ERROR transport/v2/tls.(*sharedListener).processConn [tls:0.0.0.0:1280]: {remote=[172.20.0.4:38382] error=[tls: client didn't provide a certificate]} handshake failed

If you do end up troubleshooting on Oracle, my particular vm is running Canonical Ubuntu 22.04 on their VM.Standard.A1.Flex shape base

Nice going. Those details will arm me for another troubleshooting pass. Now we know that it is not only the ziti-controller that cannot be reached, but also the zrok-controller cannot be reached by the zrok-frontend, so it's something not unique to ziti-controller.
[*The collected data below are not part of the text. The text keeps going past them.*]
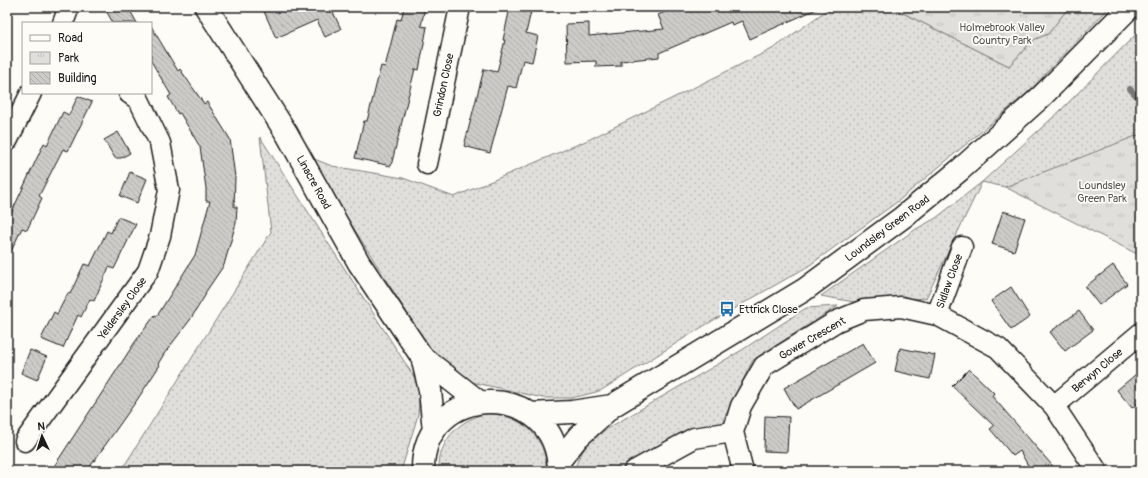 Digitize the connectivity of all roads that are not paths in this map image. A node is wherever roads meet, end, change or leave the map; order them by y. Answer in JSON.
{"nodes":[{"id":1,"x":69,"y":7,"type":"edge"},
{"id":2,"x":206,"y":7,"type":"edge"},
{"id":3,"x":460,"y":7,"type":"edge"},
{"id":4,"x":1130,"y":7,"type":"edge"},
{"id":5,"x":63,"y":22,"type":"edge"},
{"id":6,"x":30,"y":94,"type":"edge"},
{"id":7,"x":130,"y":94,"type":"edge"},
{"id":8,"x":7,"y":141,"type":"edge"},
{"id":9,"x":426,"y":164,"type":"dead end"},
{"id":10,"x":962,"y":247,"type":"dead end"},
{"id":11,"x":937,"y":315,"type":"junction"},
{"id":12,"x":1141,"y":333,"type":"edge"},
{"id":13,"x":422,"y":358,"type":"junction"},
{"id":14,"x":479,"y":402,"type":"junction"},
{"id":15,"x":612,"y":406,"type":"junction"},
{"id":16,"x":1054,"y":406,"type":"junction"},
{"id":17,"x":530,"y":414,"type":"junction"},
{"id":18,"x":434,"y":431,"type":"junction"},
{"id":19,"x":733,"y":432,"type":"junction"},
{"id":20,"x":25,"y":441,"type":"dead end"},
{"id":21,"x":559,"y":466,"type":"edge"},
{"id":22,"x":423,"y":471,"type":"edge"},
{"id":23,"x":634,"y":471,"type":"edge"},
{"id":24,"x":743,"y":471,"type":"edge"},
{"id":25,"x":1096,"y":471,"type":"edge"}],
"edges":[{"from":1,"to":5,"type":"street"},
{"from":2,"to":13,"type":"main road","name":"Linacre Road"},
{"from":3,"to":9,"type":"street","name":"Grindon Close"},
{"from":4,"to":15,"type":"main road","name":"Loundsley Green Road"},
{"from":6,"to":8,"type":"street"},
{"from":7,"to":20,"type":"street","name":"Yeldersley Close"},
{"from":10,"to":11,"type":"street","name":"Sidlaw Close"},
{"from":11,"to":16,"type":"street","name":"Gower Crescent"},
{"from":11,"to":19,"type":"street","name":"Gower Crescent"},
{"from":12,"to":16,"type":"street","name":"Berwyn Close"},
{"from":13,"to":14,"type":"main road","name":"Linacre Road"},
{"from":13,"to":18,"type":"main road","name":"Linacre Road"},
{"from":14,"to":17,"type":"main road"},
{"from":14,"to":18,"type":"main road"},
{"from":15,"to":17,"type":"main road","name":"Loundsley Green Road"},
{"from":15,"to":21,"type":"main road","name":"Loundsley Green Road"},
{"from":16,"to":25,"type":"street","name":"Gower Crescent"},
{"from":17,"to":21,"type":"main road"},
{"from":18,"to":22,"type":"main road"},
{"from":19,"to":23,"type":"street"},
{"from":19,"to":24,"type":"street"}]} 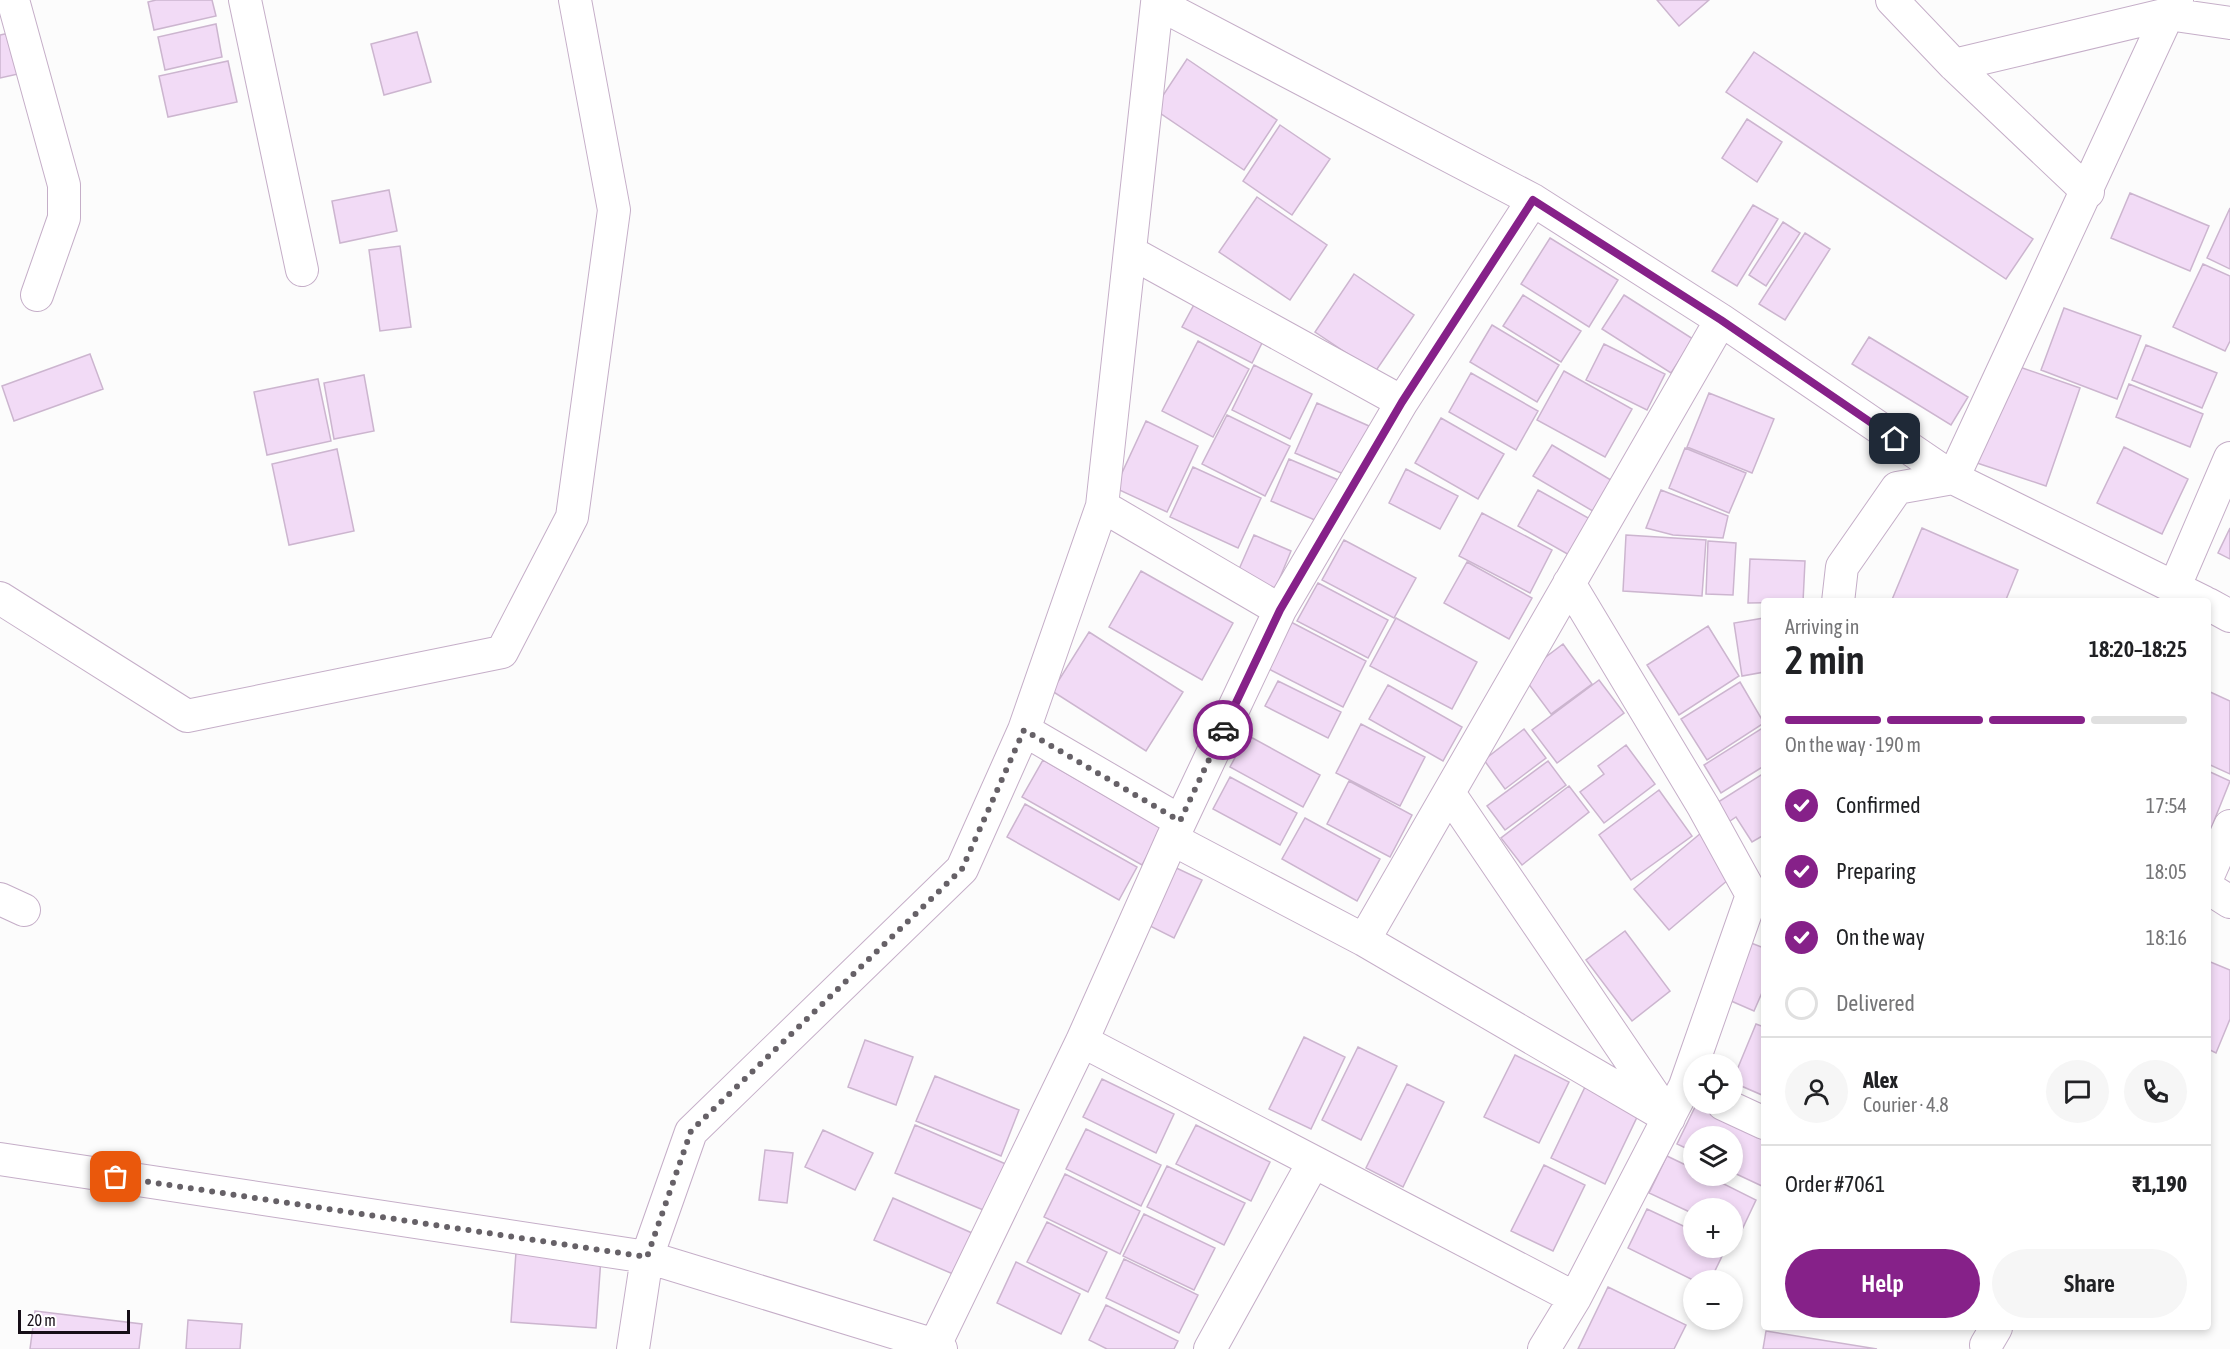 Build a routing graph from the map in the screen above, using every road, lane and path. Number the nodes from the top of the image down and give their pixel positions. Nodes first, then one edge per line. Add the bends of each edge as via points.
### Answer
1 (14, 0) edge
2 (245, 0) edge
3 (575, 0) edge
4 (1892, 0) edge
5 (2173, 7) edge
6 (2230, 23) edge
7 (1954, 64) junction
8 (2088, 192) junction
9 (1533, 200) junction
10 (1130, 252) junction
11 (302, 270) dead end
12 (37, 295) dead end
13 (1721, 320) junction
14 (1402, 402) junction
15 (2230, 458) edge
16 (1953, 478) junction
17 (1102, 506) junction
18 (1569, 583) junction
19 (2175, 586) junction
20 (0, 598) edge
21 (1838, 598) edge
22 (2197, 598) edge
23 (2211, 606) edge
24 (1280, 610) junction
25 (2230, 616) edge
26 (1024, 730) junction
27 (1449, 793) junction
28 (2230, 826) edge
29 (1176, 830) junction
30 (2211, 869) edge
31 (2211, 890) edge
32 (1758, 898) edge
33 (2230, 902) edge
34 (1364, 940) junction
35 (1082, 1041) junction
36 (1701, 1054) edge
37 (1683, 1097) edge
38 (1743, 1113) edge
39 (1669, 1118) junction
40 (1761, 1122) edge
41 (0, 1159) edge
42 (1313, 1163) junction
43 (647, 1257) junction
44 (1575, 1298) junction
45 (938, 1347) edge
46 (633, 1349) edge
47 (1210, 1349) edge
48 (1544, 1349) edge

1 - 12 street via 64,185 64,218
2 - 11 street
3 - 20 street via 614,210 572,517 502,652 188,716
4 - 7 street
5 - 6 street
5 - 7 street
5 - 8 street
7 - 8 street
8 - 16 street
9 - 10 street via 1157,3
9 - 13 street
9 - 14 street
10 - 14 street
10 - 17 street
13 - 16 street
13 - 18 street
14 - 24 street
15 - 19 street
16 - 19 street
16 - 21 street via 1897,488 1842,567
17 - 24 street
17 - 26 street
18 - 27 street
18 - 32 street
19 - 22 street
23 - 25 street
24 - 29 street
26 - 29 street
26 - 43 street via 962,869 691,1131
27 - 34 street
27 - 39 street
28 - 30 street
29 - 34 street
29 - 35 street
31 - 33 street
32 - 36 street
34 - 39 street
35 - 42 street
35 - 45 street
37 - 39 street
38 - 40 street
39 - 44 street
41 - 43 street
42 - 44 street
42 - 47 street
43 - 45 street
43 - 46 street
44 - 48 street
I could not reproduce the problem with an arm64 Ubuntu Noble 24.04 instance on Oracle cloud.

Here is a boring aciinema recording I made when I tried to reproduce the problem with an arm64 EC2 instance, also Ubuntu Noble 24.04. It was too big to upload to the web player site so you will need to install it and run asciinema play https://n80x0r2fmjyr.bingnet.cloud/ken-ec2-arm64-zrok.json. I'll leave that zrok share available over the long US weekend (assuming my computer stays running).

The recording might show me doing something different. I'm not sure what it could be though.

Did you install regular ol' Docker on your arm64 VPS from these instructions?

...and I just noticed you clarified you were using Ubuntu Jammy 22.04, not Noble, and I'm pretty confident that the underlying problem is not stemming from that difference, but I've been wrong before.

FYI: the AWS session credentials in that recording are expired.

Thanks for the recording. Are you actually editing anything in this config (or any other than the .env)? It looks like asciinema gets all funny anytime you're in VIM

It is just a regular docker install yeah, 27.2.0

Some more info in case things help
If I go into ziti-quickstart with docker compose exec -it ziti-quickstart bash the user is [I have no name]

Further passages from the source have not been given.